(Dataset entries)
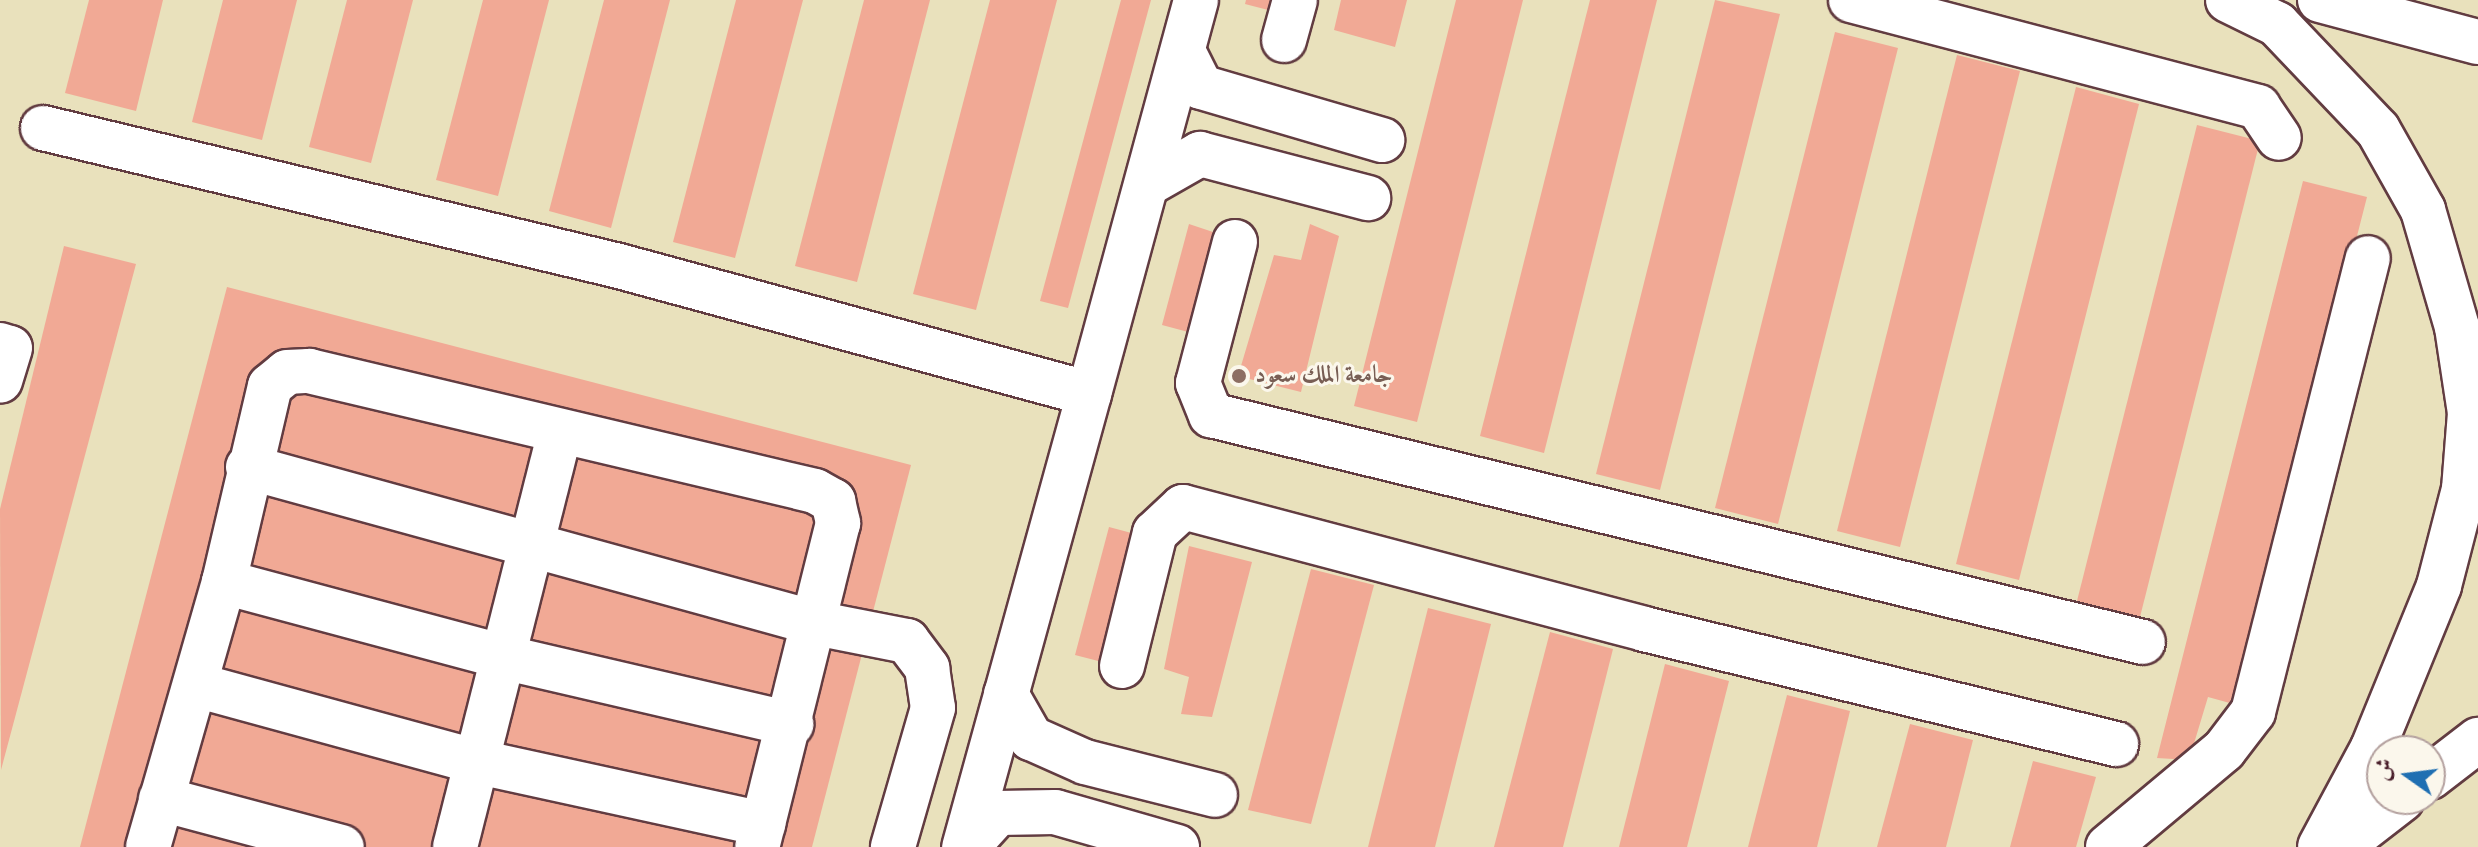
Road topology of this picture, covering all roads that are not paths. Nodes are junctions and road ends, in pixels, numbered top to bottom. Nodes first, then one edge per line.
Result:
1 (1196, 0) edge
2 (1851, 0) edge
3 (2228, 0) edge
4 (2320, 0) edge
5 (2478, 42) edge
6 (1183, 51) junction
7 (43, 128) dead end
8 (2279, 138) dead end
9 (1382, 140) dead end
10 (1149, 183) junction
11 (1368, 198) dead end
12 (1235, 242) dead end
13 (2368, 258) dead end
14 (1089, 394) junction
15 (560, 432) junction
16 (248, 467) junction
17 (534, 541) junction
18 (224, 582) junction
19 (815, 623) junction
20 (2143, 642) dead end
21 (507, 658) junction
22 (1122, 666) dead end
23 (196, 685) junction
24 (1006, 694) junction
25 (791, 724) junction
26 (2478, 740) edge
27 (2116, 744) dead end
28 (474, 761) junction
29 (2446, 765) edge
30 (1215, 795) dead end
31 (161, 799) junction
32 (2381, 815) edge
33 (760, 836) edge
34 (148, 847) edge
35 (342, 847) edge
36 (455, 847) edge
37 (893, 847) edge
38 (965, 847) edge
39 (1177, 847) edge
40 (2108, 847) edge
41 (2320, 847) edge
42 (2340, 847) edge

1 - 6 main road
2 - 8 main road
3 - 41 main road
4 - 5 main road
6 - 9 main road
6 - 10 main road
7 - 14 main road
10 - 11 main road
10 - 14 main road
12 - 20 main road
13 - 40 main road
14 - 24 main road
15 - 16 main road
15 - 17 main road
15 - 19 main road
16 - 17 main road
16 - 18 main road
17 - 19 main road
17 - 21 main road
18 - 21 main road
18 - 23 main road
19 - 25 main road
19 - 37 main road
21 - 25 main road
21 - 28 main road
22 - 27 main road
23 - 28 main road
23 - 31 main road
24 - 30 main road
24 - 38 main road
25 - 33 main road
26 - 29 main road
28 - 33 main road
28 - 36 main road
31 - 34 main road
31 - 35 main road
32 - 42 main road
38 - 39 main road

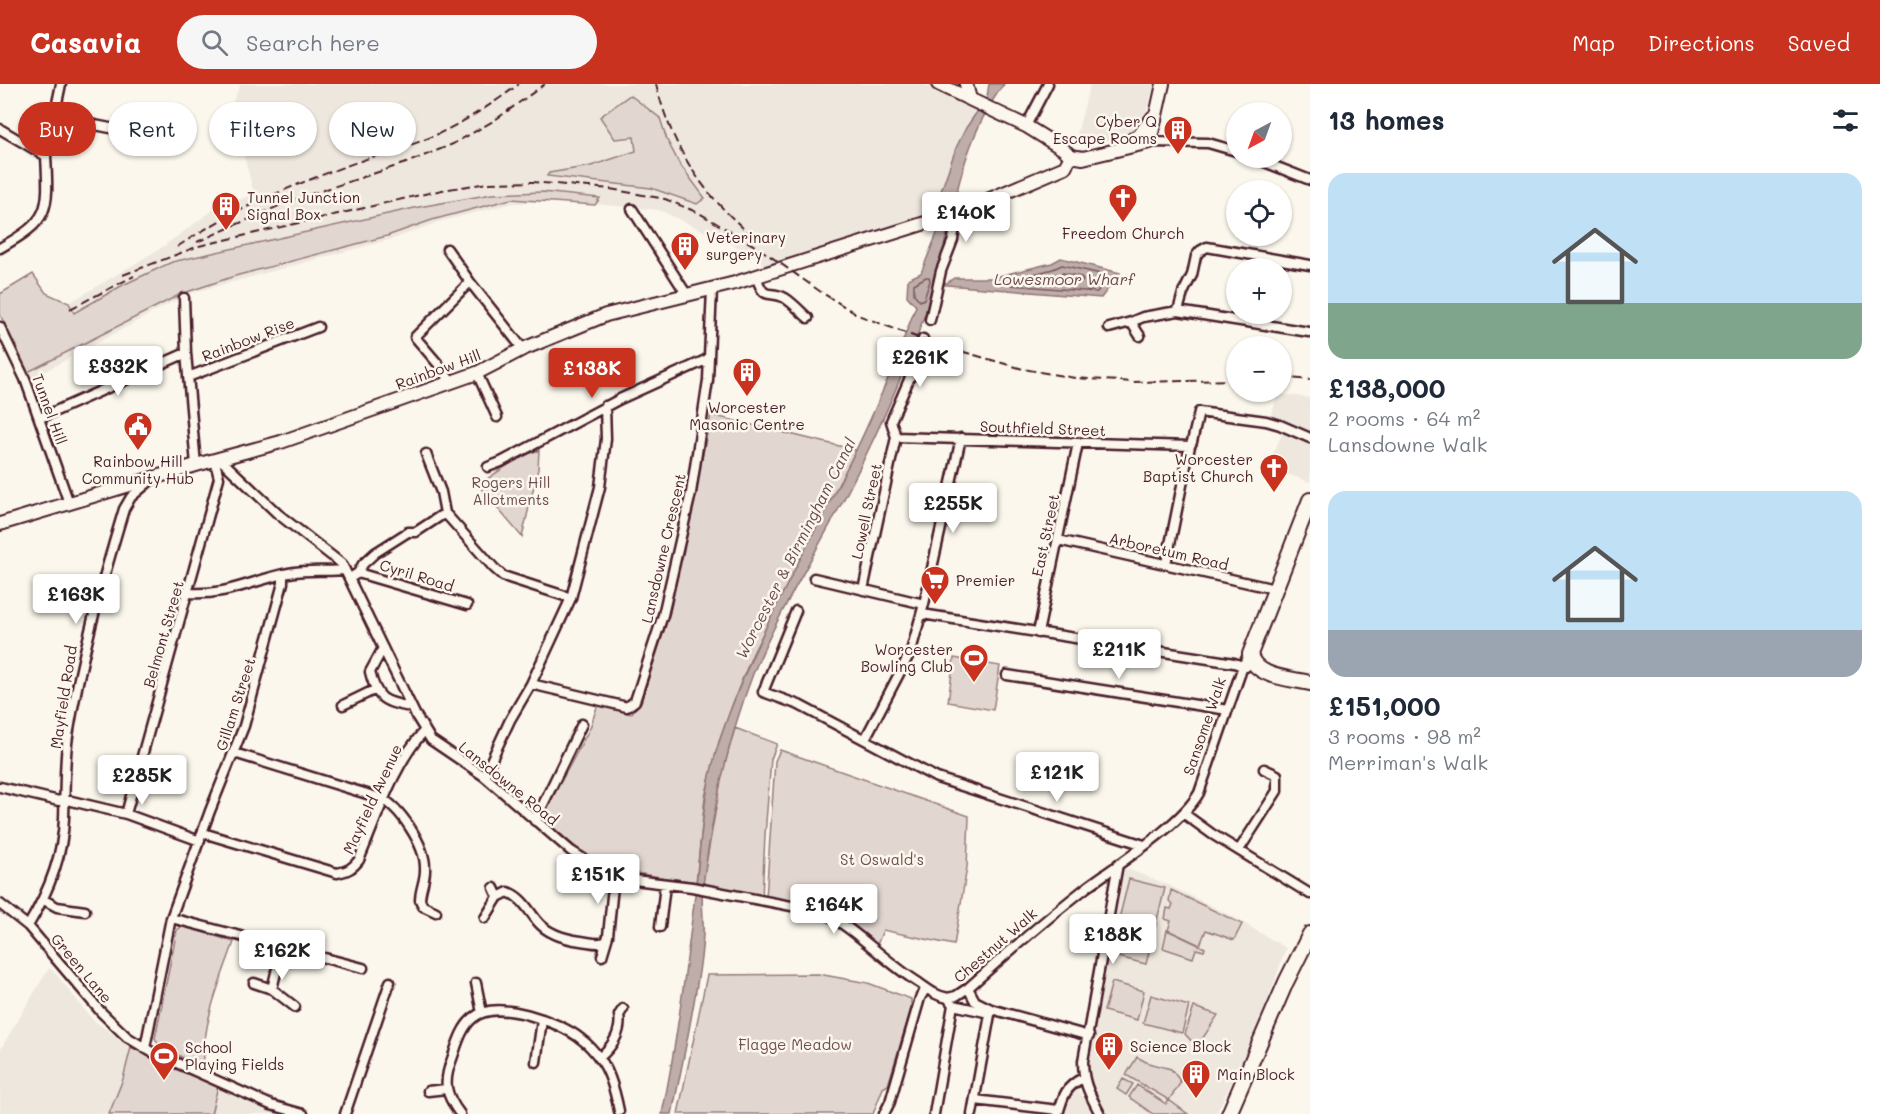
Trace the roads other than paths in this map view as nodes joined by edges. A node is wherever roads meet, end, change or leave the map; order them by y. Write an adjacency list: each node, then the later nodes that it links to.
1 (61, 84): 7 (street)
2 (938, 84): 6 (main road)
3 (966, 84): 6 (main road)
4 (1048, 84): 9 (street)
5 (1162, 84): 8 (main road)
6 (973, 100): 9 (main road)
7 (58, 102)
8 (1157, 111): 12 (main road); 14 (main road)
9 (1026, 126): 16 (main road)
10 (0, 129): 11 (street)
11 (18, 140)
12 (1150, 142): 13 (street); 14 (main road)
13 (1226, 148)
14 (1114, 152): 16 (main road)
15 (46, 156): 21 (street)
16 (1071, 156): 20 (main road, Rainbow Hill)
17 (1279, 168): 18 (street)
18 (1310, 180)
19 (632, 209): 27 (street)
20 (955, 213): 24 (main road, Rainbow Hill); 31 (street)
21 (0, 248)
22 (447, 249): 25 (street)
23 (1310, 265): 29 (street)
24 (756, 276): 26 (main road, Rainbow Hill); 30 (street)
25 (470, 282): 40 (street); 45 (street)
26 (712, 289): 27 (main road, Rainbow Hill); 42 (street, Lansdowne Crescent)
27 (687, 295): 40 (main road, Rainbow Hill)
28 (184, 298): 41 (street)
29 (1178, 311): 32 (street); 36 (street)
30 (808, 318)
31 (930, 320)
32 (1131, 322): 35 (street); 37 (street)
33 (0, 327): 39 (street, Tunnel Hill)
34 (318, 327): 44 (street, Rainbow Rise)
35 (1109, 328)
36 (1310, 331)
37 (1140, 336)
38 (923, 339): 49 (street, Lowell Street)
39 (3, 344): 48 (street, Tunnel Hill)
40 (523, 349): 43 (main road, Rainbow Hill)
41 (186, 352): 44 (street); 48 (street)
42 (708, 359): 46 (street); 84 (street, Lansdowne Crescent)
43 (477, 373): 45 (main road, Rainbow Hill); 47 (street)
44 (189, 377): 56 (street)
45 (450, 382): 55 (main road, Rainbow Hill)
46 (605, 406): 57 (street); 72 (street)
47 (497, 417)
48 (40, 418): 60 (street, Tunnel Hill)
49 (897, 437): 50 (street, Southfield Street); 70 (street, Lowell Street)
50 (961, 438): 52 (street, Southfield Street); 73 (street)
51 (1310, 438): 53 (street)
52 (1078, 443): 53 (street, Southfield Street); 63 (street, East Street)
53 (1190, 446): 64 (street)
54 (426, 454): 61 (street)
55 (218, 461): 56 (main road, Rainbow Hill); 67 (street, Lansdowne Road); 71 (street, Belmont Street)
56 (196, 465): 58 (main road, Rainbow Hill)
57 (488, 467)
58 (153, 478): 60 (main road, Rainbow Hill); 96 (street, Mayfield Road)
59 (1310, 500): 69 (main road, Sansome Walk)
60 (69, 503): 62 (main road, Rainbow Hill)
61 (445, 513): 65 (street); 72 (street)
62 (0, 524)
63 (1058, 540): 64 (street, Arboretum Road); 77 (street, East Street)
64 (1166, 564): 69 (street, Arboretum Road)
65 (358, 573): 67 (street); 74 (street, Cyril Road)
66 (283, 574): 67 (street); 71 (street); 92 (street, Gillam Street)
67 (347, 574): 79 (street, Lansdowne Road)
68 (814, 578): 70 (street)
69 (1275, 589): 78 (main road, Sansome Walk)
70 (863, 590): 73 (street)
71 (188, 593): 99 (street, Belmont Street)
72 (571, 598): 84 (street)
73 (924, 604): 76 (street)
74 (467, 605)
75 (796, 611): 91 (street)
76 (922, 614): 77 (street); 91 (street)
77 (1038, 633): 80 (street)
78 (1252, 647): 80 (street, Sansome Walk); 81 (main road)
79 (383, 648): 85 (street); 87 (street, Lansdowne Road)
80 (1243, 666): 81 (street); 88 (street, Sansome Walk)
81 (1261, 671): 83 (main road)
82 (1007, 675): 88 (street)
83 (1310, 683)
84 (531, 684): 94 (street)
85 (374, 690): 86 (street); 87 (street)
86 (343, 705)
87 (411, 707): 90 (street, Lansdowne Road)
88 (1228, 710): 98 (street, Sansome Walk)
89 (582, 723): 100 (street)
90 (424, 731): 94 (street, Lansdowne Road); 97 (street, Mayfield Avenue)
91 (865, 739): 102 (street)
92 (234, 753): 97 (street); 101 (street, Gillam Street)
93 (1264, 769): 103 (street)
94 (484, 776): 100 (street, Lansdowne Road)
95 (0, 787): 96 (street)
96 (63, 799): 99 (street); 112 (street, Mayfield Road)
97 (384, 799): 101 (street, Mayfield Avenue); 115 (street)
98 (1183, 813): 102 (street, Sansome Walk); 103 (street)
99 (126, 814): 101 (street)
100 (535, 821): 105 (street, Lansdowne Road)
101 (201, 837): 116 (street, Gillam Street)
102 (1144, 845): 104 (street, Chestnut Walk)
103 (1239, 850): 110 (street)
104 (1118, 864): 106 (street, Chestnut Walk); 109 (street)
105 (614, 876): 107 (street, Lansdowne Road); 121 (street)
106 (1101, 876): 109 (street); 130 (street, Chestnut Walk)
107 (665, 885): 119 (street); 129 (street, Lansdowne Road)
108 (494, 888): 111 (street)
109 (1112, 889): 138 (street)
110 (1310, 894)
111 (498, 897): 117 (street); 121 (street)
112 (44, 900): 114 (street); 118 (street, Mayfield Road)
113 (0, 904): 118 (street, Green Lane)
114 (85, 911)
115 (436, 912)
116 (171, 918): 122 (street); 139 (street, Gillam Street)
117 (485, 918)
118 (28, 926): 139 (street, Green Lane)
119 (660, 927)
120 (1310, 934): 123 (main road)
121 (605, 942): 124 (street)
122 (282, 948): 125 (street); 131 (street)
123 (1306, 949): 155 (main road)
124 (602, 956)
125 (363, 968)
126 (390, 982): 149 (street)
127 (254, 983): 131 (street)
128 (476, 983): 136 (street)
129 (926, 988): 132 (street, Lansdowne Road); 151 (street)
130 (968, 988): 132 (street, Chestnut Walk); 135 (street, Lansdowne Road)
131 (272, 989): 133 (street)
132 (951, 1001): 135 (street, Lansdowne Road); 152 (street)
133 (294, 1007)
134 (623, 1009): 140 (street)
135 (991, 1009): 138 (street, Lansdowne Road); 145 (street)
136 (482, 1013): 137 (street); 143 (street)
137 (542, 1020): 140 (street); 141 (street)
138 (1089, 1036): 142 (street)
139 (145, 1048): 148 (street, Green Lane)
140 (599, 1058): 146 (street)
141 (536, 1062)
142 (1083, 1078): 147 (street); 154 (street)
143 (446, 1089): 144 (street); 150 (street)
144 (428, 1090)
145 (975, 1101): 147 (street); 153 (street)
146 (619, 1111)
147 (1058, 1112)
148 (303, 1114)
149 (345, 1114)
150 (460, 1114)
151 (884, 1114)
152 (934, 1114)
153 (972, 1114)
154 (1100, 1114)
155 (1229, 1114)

→ **Description of the task**
In the entries above, find each line that has the word "Southfield". Copy it.

→ **Task answer**
49 (897, 437): 50 (street, Southfield Street); 70 (street, Lowell Street)
50 (961, 438): 52 (street, Southfield Street); 73 (street)
52 (1078, 443): 53 (street, Southfield Street); 63 (street, East Street)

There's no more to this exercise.